### What to work on:
Take the entries below and print only the lines from the one with "309, 20, 19);" through the one with "511, 74, 108);", exactly as they stand, both ends included.

[Stored data entries]
---*---

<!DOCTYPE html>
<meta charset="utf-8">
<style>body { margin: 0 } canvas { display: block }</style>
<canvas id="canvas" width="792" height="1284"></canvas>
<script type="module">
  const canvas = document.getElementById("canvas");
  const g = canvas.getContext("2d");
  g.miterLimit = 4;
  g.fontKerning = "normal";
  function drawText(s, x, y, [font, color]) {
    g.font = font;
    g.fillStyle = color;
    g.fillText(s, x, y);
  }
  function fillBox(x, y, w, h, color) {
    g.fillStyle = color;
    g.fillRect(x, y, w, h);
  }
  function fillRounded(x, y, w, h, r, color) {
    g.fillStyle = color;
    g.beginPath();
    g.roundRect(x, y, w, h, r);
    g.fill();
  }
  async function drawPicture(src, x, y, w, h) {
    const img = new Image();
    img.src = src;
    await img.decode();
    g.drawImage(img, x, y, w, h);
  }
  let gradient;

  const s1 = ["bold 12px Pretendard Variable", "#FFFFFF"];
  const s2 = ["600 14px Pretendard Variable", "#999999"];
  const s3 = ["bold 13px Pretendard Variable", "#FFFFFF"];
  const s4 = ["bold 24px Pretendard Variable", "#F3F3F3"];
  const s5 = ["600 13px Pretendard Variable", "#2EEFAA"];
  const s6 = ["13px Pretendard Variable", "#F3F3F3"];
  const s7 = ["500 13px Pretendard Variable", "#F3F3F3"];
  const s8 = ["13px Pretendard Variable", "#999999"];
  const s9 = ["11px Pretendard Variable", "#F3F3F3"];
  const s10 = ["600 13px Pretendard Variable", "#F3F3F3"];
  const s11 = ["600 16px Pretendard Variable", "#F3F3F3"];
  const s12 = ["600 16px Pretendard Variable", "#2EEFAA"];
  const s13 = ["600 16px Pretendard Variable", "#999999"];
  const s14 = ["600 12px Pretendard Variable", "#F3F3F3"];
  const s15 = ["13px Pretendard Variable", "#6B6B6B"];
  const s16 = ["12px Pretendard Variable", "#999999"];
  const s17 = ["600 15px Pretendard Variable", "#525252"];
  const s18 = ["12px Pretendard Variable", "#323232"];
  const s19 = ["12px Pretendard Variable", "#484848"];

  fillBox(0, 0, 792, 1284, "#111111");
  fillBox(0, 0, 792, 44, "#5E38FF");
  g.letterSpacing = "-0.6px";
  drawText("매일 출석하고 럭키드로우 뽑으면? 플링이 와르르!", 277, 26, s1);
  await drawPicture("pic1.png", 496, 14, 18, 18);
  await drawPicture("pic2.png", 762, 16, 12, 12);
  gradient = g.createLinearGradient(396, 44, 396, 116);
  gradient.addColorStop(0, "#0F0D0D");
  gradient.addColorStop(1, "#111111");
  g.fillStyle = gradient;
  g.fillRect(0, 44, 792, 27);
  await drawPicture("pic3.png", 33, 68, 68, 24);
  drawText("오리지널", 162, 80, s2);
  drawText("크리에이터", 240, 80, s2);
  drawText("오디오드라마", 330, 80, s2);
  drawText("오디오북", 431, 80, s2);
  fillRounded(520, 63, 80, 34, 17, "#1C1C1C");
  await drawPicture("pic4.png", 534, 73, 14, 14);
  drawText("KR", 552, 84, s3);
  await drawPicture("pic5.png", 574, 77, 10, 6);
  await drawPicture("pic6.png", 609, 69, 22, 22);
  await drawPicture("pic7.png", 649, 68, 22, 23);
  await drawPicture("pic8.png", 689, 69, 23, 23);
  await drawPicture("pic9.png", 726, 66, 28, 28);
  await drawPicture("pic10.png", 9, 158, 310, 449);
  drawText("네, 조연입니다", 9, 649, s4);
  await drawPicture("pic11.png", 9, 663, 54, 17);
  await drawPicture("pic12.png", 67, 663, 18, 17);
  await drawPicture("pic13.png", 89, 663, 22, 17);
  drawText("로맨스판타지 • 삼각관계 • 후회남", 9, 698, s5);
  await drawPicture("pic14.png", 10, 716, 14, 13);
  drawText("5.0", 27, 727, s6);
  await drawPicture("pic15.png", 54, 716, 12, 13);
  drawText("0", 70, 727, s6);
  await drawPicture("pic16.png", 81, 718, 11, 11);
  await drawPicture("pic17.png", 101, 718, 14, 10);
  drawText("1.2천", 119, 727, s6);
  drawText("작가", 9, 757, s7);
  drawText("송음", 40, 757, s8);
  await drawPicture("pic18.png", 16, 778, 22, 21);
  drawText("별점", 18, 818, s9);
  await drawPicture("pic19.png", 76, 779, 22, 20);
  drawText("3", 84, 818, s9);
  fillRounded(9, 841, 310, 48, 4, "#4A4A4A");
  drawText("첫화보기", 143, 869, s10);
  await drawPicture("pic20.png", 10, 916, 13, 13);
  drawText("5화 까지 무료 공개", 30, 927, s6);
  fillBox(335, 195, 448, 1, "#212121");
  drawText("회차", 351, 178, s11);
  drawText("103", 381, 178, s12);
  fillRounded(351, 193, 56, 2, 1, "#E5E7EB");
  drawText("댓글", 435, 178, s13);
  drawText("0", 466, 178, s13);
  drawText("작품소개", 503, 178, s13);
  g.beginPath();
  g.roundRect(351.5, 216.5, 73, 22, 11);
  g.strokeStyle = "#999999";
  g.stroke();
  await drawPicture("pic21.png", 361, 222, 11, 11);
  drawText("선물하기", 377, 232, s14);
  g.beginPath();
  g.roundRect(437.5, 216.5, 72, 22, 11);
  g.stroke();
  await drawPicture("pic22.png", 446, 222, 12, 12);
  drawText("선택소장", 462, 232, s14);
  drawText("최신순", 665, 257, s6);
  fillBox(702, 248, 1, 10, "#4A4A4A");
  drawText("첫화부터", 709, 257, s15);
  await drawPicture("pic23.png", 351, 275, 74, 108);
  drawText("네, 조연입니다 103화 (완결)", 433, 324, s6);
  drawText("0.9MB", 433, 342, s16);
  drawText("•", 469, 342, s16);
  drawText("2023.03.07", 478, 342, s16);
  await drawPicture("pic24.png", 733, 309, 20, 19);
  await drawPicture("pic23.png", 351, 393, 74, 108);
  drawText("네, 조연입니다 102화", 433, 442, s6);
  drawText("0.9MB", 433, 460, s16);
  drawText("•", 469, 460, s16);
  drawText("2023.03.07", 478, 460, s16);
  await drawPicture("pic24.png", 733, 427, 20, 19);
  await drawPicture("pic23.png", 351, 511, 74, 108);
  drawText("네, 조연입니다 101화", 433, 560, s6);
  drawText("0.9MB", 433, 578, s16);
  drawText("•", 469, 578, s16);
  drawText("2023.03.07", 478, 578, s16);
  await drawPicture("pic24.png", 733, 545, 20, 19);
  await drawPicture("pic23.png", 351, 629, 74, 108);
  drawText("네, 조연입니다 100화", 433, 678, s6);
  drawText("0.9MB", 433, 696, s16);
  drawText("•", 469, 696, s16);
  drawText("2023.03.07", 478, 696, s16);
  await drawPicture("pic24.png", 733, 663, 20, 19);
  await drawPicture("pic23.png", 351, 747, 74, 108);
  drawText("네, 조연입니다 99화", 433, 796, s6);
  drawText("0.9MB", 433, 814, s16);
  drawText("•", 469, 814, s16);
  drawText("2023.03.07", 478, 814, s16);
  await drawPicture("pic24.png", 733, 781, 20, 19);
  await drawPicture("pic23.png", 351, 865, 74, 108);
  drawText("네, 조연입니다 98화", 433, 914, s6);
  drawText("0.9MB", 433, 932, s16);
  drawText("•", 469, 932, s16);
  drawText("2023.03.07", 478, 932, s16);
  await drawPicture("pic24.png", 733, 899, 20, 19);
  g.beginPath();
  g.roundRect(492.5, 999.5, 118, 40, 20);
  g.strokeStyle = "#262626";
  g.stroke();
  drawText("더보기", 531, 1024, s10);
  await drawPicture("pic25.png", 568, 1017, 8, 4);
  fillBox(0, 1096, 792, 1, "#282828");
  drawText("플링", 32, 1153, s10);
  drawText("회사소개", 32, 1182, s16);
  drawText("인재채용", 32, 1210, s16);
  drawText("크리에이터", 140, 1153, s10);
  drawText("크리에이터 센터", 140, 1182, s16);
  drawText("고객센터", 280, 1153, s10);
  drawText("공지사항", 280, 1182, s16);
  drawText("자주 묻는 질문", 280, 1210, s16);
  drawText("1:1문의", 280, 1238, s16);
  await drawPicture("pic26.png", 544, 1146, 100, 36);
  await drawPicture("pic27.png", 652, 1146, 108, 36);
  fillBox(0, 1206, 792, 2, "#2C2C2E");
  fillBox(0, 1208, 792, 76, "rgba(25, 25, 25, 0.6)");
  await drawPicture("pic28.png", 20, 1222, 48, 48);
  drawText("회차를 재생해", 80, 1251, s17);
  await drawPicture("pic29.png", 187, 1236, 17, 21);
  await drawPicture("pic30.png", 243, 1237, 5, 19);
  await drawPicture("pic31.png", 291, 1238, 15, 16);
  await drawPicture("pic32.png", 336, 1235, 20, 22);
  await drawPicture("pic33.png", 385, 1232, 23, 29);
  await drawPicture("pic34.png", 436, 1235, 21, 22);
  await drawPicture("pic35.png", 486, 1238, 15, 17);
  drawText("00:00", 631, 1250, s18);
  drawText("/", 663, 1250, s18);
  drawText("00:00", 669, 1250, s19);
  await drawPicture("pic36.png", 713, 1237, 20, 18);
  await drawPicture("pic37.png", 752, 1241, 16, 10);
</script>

---*---

### Problem solution:
  await drawPicture("pic24.png", 733, 309, 20, 19);
  await drawPicture("pic23.png", 351, 393, 74, 108);
  drawText("네, 조연입니다 102화", 433, 442, s6);
  drawText("0.9MB", 433, 460, s16);
  drawText("•", 469, 460, s16);
  drawText("2023.03.07", 478, 460, s16);
  await drawPicture("pic24.png", 733, 427, 20, 19);
  await drawPicture("pic23.png", 351, 511, 74, 108);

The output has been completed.